The only way forward is to reform the judicial system so that we may use it for the purpose for which it was definitely not designed i.e. drag India kicking and protesting into the real modern world

Ranjeev C. Dubey
 
 

That Ms Durga Shakti Nagpal was suspended and charge-sheeted by the duly constituted Government of India's most populous state for trying to stem the generation of political funding out of the bed of the Yamuna river does not strike me as quite the heart of the wonder that is still India circa 2013. What strikes me as totally weird is that we have not stopped to ask how India can possibly achieve its developmental ambitions when states as humungous and highly populated as Uttar Pradesh give out only 1,900 sand mining licences of less than 5 hectares each across the whole state? 

It's considerably worse where this recent drama is playing out. The Hindustan Times reports that nobody mining sand in the Yamuna and Hindon rivers in Greater Noida has a licence to do so. Ever since the Samajwadi party swore in its Government in March 2012, the district mining department has not issued a single mining licence. It seems mining was legal only in three patches on the Yamuna riverbed till May this year, each of which had been auctioned back in 2011.  As of now, all the sand that is going into the thousands of high rise apartments under construction and widely advertised in the newspapers in the NCR are being built with - if you believe the Government that is - sand purchased from allegedly auctioned sand seized by illegal miners. Yeah, right! 

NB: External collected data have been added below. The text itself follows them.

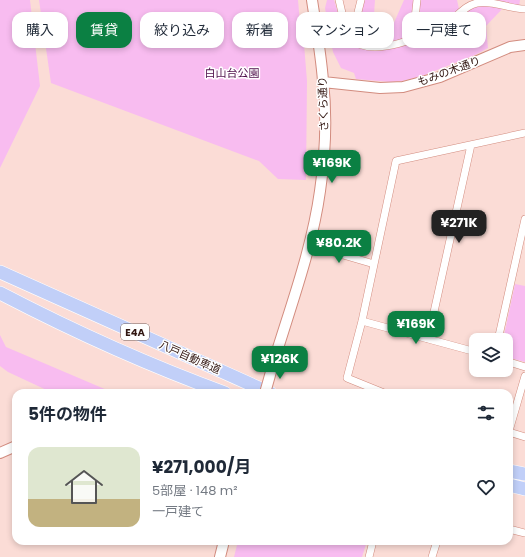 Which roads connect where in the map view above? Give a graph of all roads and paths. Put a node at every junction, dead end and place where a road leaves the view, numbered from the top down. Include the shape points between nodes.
1 (312, 0) edge
2 (339, 0) edge
3 (361, 0) edge
4 (417, 0) edge
5 (525, 9) edge
6 (342, 12) edge
7 (358, 12) edge
8 (416, 12) edge
9 (460, 12) edge
10 (525, 45) edge
11 (323, 82) junction
12 (525, 133) edge
13 (471, 145) junction
14 (525, 219) edge
15 (309, 245) junction
16 (374, 264) junction
17 (0, 272) edge
18 (0, 293) edge
19 (362, 321) junction
20 (500, 333) edge
21 (428, 339) junction
22 (469, 350) edge
23 (513, 363) edge
24 (525, 367) edge
25 (525, 376) edge
26 (214, 389) edge
27 (261, 389) edge
28 (267, 389) edge
29 (374, 389) edge
30 (513, 418) edge
31 (513, 433) edge
32 (525, 436) edge
33 (12, 448) edge
34 (0, 453) edge
35 (513, 472) edge
36 (525, 474) edge
37 (513, 486) edge
38 (525, 489) edge
39 (513, 530) edge
40 (525, 533) edge
41 (223, 545) edge
42 (372, 545) edge
43 (435, 545) edge
44 (220, 557) edge
45 (369, 557) edge
46 (432, 557) edge

1 - 11 street, さくら通り
2 - 6 street
3 - 7 street
4 - 8 street
5 - 9 street via 477,3
10 - 11 street, もみの木通り via 510,47 440,77 403,87 380,88
11 - 15 street, さくら通り via 324,149 315,221
12 - 13 street
13 - 16 street via 396,162
13 - 21 street
14 - 20 street
15 - 16 street
15 - 28 street, さくら通り, bridge
16 - 19 street
17 - 27 highway, 八戸自動車道 / E4A
18 - 26 highway, 八戸自動車道 / E4A via 93,338
19 - 21 street
19 - 29 street via 347,378
21 - 22 street
23 - 24 street
25 - 30 street
31 - 32 street
33 - 34 street
35 - 36 highway
37 - 38 highway
39 - 40 street
41 - 44 street
42 - 45 street
43 - 46 street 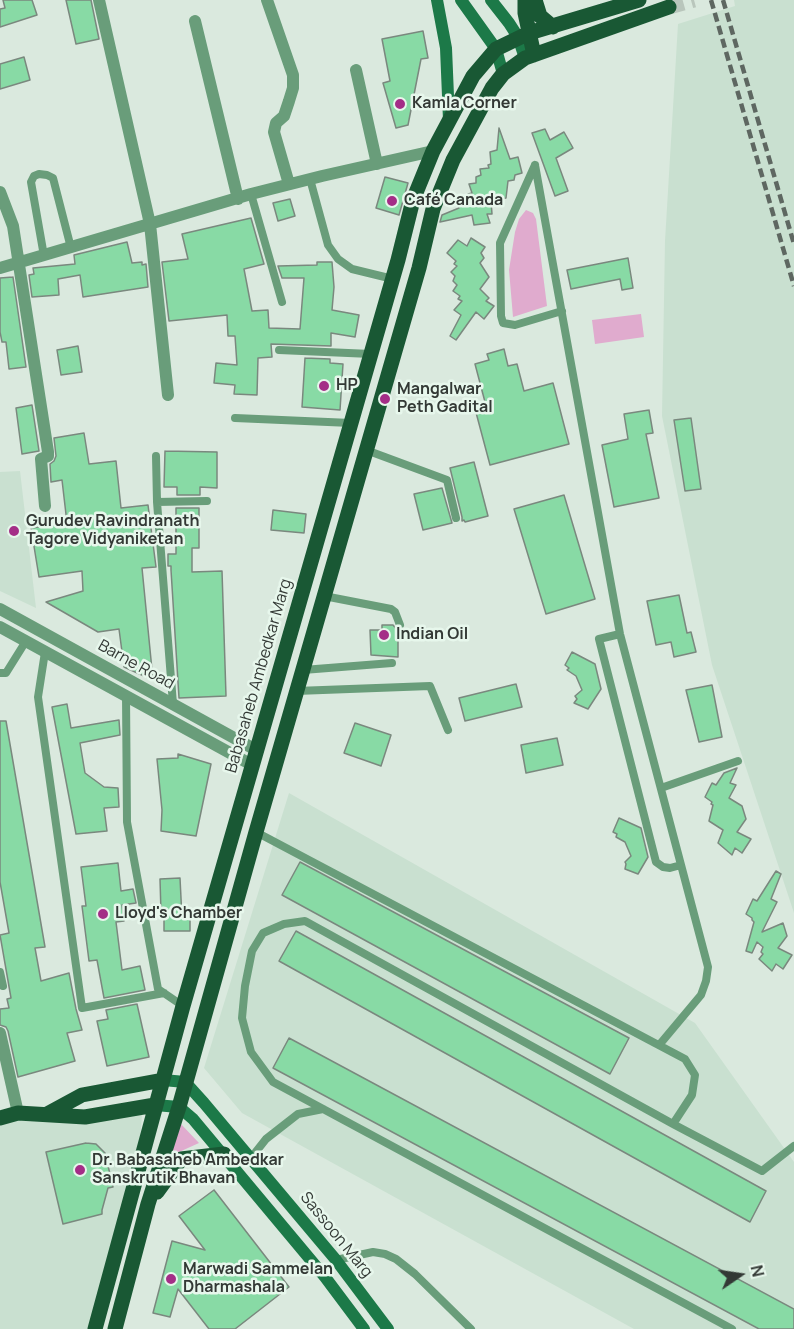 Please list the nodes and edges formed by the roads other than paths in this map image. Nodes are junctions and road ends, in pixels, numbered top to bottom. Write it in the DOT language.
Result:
graph roads {
  1 [pos="99,0"];
  2 [pos="267,0"];
  3 [pos="437,0"];
  4 [pos="461,0"];
  5 [pos="491,0"];
  6 [pos="525,0"];
  7 [pos="535,0"];
  8 [pos="639,0"];
  9 [pos="669,7"];
  10 [pos="195,21"];
  11 [pos="553,27"];
  12 [pos="523,35"];
  13 [pos="496,49"];
  14 [pos="530,56"];
  15 [pos="356,70"];
  16 [pos="503,74"];
  17 [pos="449,120"];
  18 [pos="433,151"];
  19 [pos="377,164"];
  20 [pos="310,179"];
  21 [pos="289,184"];
  22 [pos="0,192"];
  23 [pos="251,194"];
  24 [pos="238,199"];
  25 [pos="150,224"];
  26 [pos="71,248"];
  27 [pos="44,256"];
  28 [pos="19,264"];
  29 [pos="0,268"];
  30 [pos="393,279"];
  31 [pos="282,302"];
  32 [pos="562,312"];
  33 [pos="279,350"];
  34 [pos="371,354"];
  35 [pos="168,395"];
  36 [pos="235,418"];
  37 [pos="351,423"];
  38 [pos="366,450"];
  39 [pos="156,456"];
  40 [pos="207,501"];
  41 [pos="157,502"];
  42 [pos="45,506"];
  43 [pos="456,518"];
  44 [pos="324,596"];
  45 [pos="0,609"];
  46 [pos="400,625"];
  47 [pos="0,627"];
  48 [pos="620,634"];
  49 [pos="26,641"];
  50 [pos="45,652"];
  51 [pos="392,663"];
  52 [pos="303,670"];
  53 [pos="0,673"];
  54 [pos="296,691"];
  55 [pos="126,695"];
  56 [pos="173,704"];
  57 [pos="448,730"];
  58 [pos="254,758"];
  59 [pos="738,761"];
  60 [pos="661,788"];
  61 [pos="256,832"];
  62 [pos="681,865"];
  63 [pos="0,972"];
  64 [pos="3,986"];
  65 [pos="164,993"];
  66 [pos="183,1006"];
  67 [pos="0,1033"];
  68 [pos="660,1044"];
  69 [pos="163,1080"];
  70 [pos="185,1083"];
  71 [pos="155,1105"];
  72 [pos="179,1107"];
  73 [pos="323,1109"];
  74 [pos="18,1113"];
  75 [pos="47,1114"];
  76 [pos="0,1118"];
  77 [pos="672,1124"];
  78 [pos="794,1146"];
  79 [pos="224,1154"];
  80 [pos="251,1158"];
  81 [pos="148,1204"];
  82 [pos="336,1260"];
  83 [pos="95,1329"];
  84 [pos="115,1329"];
  85 [pos="364,1329"];
  86 [pos="388,1329"];
  87 [pos="471,1329"];
  88 [pos="732,1329"];
  1 -- 25 [label="street"];
  2 -- 21 [label="street"];
  3 -- 17 [label="main road"];
  4 -- 13 [label="main road"];
  5 -- 12 [label="main road"];
  6 -- 12 [label="main road"];
  7 -- 11 [label="main road"];
  8 -- 11 [label="main road"];
  9 -- 14 [label="main road"];
  10 -- 24 [label="street"];
  11 -- 12 [label="main road"];
  12 -- 13 [label="main road"];
  12 -- 14 [label="main road"];
  13 -- 16 [label="main road"];
  13 -- 17 [label="main road, Babasaheb Ambedkar Marg"];
  14 -- 16 [label="main road"];
  15 -- 19 [label="street"];
  16 -- 38 [label="main road"];
  17 -- 18 [label="main road, Babasaheb Ambedkar Marg"];
  18 -- 19 [label="street"];
  18 -- 30 [label="main road, Babasaheb Ambedkar Marg"];
  19 -- 20 [label="street"];
  20 -- 21 [label="street"];
  20 -- 30 [label="lane"];
  21 -- 23 [label="street"];
  22 -- 28 [label="street"];
  23 -- 24 [label="street"];
  23 -- 31 [label="lane"];
  24 -- 25 [label="street"];
  25 -- 26 [label="street"];
  25 -- 35 [label="street"];
  26 -- 27 [label="street"];
  26 -- 27 [label="lane"];
  27 -- 28 [label="street"];
  28 -- 29 [label="street"];
  28 -- 42 [label="street"];
  30 -- 34 [label="main road, Babasaheb Ambedkar Marg"];
  32 -- 32 [label="lane"];
  32 -- 48 [label="lane"];
  33 -- 34 [label="lane"];
  34 -- 37 [label="main road, Babasaheb Ambedkar Marg"];
  36 -- 37 [label="lane"];
  37 -- 58 [label="main road, Babasaheb Ambedkar Marg"];
  38 -- 43 [label="lane"];
  38 -- 44 [label="main road"];
  39 -- 41 [label="lane"];
  40 -- 41 [label="lane"];
  41 -- 56 [label="lane"];
  44 -- 46 [label="lane"];
  44 -- 52 [label="main road"];
  45 -- 56 [label="street, Barne Road"];
  47 -- 49 [label="street, Barne Road"];
  48 -- 60 [label="lane"];
  48 -- 62 [label="lane"];
  49 -- 50 [label="street, Barne Road"];
  49 -- 53 [label="lane"];
  50 -- 55 [label="street, Barne Road"];
  50 -- 65 [label="lane"];
  51 -- 52 [label="lane"];
  52 -- 54 [label="main road"];
  54 -- 57 [label="lane"];
  54 -- 61 [label="main road"];
  55 -- 58 [label="street, Barne Road"];
  55 -- 65 [label="lane"];
  56 -- 58 [label="street, Barne Road"];
  58 -- 66 [label="main road, Babasaheb Ambedkar Marg"];
  59 -- 60 [label="lane"];
  60 -- 62 [label="lane"];
  61 -- 68 [label="lane"];
  61 -- 70 [label="main road"];
  62 -- 68 [label="lane"];
  63 -- 64 [label="lane"];
  65 -- 66 [label="lane"];
  66 -- 69 [label="main road, Babasaheb Ambedkar Marg"];
  67 -- 74 [label="street"];
  68 -- 77 [label="lane"];
  69 -- 70 [label="main road"];
  69 -- 71 [label="main road, Babasaheb Ambedkar Marg"];
  69 -- 75 [label="main road"];
  70 -- 72 [label="main road"];
  70 -- 80 [label="main road, Sassoon Marg"];
  71 -- 72 [label="main road"];
  71 -- 75 [label="main road"];
  71 -- 83 [label="main road, Babasaheb Ambedkar Marg"];
  72 -- 79 [label="main road"];
  72 -- 81 [label="main road"];
  73 -- 77 [label="lane"];
  73 -- 80 [label="lane"];
  73 -- 88 [label="lane"];
  74 -- 75 [label="main road"];
  74 -- 76 [label="main road"];
  77 -- 78 [label="lane"];
  79 -- 81 [label="main road"];
  79 -- 85 [label="main road"];
  80 -- 82 [label="main road, Sassoon Marg"];
  81 -- 84 [label="main road"];
  82 -- 86 [label="main road, Sassoon Marg"];
  82 -- 87 [label="lane"];
}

So long before I begin to talk about zealous officers catching illegal miners, I want to understand why sand is not legally available in Greater Noida. Unless you belong to that perverse group of Green Peace activists who want nothing done at all - the type of guy who don't want thermal power because it pollutes the air, hydro power because it cuts forests and degrades the mountains, nuclear power because it is dangerous or bullock power because methane fluctuating bulls destroy the ozone layer - you have to ask yourself what you expect builders to do. Mouthing colourful allusions like 'sand mafia' leaves us no wiser about the developmental alternatives. And then again, mining in excess of quotas as an accusation I understand. Mining without paying royalty as an accusation I understand. But demanding that buildings be erected without sand mining? 

The truth is that there is perfect method to this madness. When any incoming government hands out no mining licences and waits for the supply to grind to a halt, it is looking to create a scarcity which can be converted to political funding. If you will squeeze those with the infrastructure to mine sand and deny them licences - criminalising their business by not making the stroke of a pen -you will create an environment that will allow you a reasonable negotiated settlement: reasonable from the government's standpoint that is. In squeezing them, you will seize their trucks, send a few to jail, make business impossible and then, when you know how deep the bite sinks, you will discover a price. But in the bargain, as with prostitution or gambling, when you outlaw something we cannot do without, chances are pretty good you will have hard core criminals enter the business too. Not that I am particularly impressed with the 'sand mafia' construct. A villager with a dumpster, a motorized back hoe he hawked his land to finance and 20 years' experience in mining sand but no school leaving certificate, doesn't have that many attractive career choices. For him, it's just a matter of allowing the negotiations to play out till a deal gets made between the miners' association and the state government. When he tries to run his tractor over the bureaucrat who is stopping him, he isn't a hardened criminal: he is a desperately frustrated poor man who thinks the dice is loaded against him in a 'no win' game. 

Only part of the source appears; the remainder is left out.